Hace unos meses, en la revista The Atlantic, Amanda Mull reflexionaba sobre los problemas y desafíos que enfrentará (y, en buena medida, ya está enfrentando) la “Generación C”, tal como la ha denominado su colega Ed Yong, conformada por todos aquellos “bebés nacidos en la era poscoronavirus, que nunca conocerán la vida previa a cualesquiera que sean los duraderos cambios que se avecinan” como consecuencia de la pandemia de la Covid-19. No sólo esos bebés -añade Mull- sino todos “(L)os niños, los estudiantes universitarios y los que están en sus primeros trabajos como profesionales, (que) son especialmente vulnerables” a la catástrofe potencial que podría producirse en el corto plazo.
Acaso por la necesidad de resolver las cuestiones más inminentes, poca atención parece haberse prestado al escenario tan disruptivo e incierto, e incluso desconsolador, en el que las nuevas generaciones tendrán que definir y construir sus proyectos de vida. Proyectos de vida que no son sólo individuales, sino que encierran la clave del futuro de las sociedades y de las naciones en todo el mundo, y que, por esa misma razón, deberían estar ocupando, desde ya, un lugar cardinal en la proyección del mundo después de la pandemia.
Se ha advertido que la crisis desatada por la pandemia y las medidas adoptadas para lidiar con ella ponen en riesgo los logros y avances obtenidos durante los últimos 30 años en materia de desarrollo humano (que muchos insisten en negar, contra toda evidencia, y sin los cuales la Covid-19, en sí misma y en sus consecuencias, habría sido aún más devastadora). Ese riesgo tendrá, para la generación C, expresiones particularmente graves.

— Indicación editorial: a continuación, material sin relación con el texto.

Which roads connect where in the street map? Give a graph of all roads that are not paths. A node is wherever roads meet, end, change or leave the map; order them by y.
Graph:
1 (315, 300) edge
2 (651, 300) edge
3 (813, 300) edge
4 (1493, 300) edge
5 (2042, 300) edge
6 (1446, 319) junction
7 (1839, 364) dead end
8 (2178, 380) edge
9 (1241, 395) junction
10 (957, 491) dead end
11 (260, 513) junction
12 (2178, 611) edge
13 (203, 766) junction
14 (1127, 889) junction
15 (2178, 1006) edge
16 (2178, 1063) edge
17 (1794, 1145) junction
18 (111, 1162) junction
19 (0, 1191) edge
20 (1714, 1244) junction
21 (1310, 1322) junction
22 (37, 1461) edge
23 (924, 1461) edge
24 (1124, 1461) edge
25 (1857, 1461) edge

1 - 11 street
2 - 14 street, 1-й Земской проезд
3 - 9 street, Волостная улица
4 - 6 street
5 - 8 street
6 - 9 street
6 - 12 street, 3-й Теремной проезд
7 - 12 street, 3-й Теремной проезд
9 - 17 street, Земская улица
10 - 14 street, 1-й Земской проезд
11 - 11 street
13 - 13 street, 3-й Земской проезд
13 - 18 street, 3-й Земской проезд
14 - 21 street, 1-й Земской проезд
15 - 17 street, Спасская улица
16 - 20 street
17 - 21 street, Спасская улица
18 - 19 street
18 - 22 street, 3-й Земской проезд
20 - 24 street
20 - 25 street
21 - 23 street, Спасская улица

Más de 1.500 millones de estudiantes han visto alterada -e incluso interrumpida- su formación, en todos los niveles educativos.
Por lo que respecta a los más pequeños, y aún más importante que lo puramente académico, hay que considerar el impacto de esa alteración en cuanto toca a su proceso de adaptación y socialización, en la estructuración de su carácter y su afectividad, y en su capacidad para relacionarse con otros.
En el otro extremo de esa generación, están las dificultades con las que toparán los nuevos profesionales para conseguir su inserción en el mundo laboral. La enorme frustración que experimentarán al culminar sus estudios y encontrar que el esfuerzo realizado se disuelve en el vacío del desahorro y el endeudamiento, de las empresas y los negocios cerrados, o incluso, de constituir una carga adicional para sus familias cuando, teóricamente, deberían jugar un papel completamente distinto.
Las decisiones que tomen ante este panorama, no sólo cada gobierno, sino el conjunto de cada sociedad, tendrán un impacto decisivo en la Generación C. Y por lógica extensión, en la estabilidad política, en las oportunidades para la recuperación del crecimiento, en las condiciones de bienestar y progreso, y en la cohesión social de las naciones. Es una cuestión crucial, aunque no parezca inminente. Y por eso mismo, inaplazable.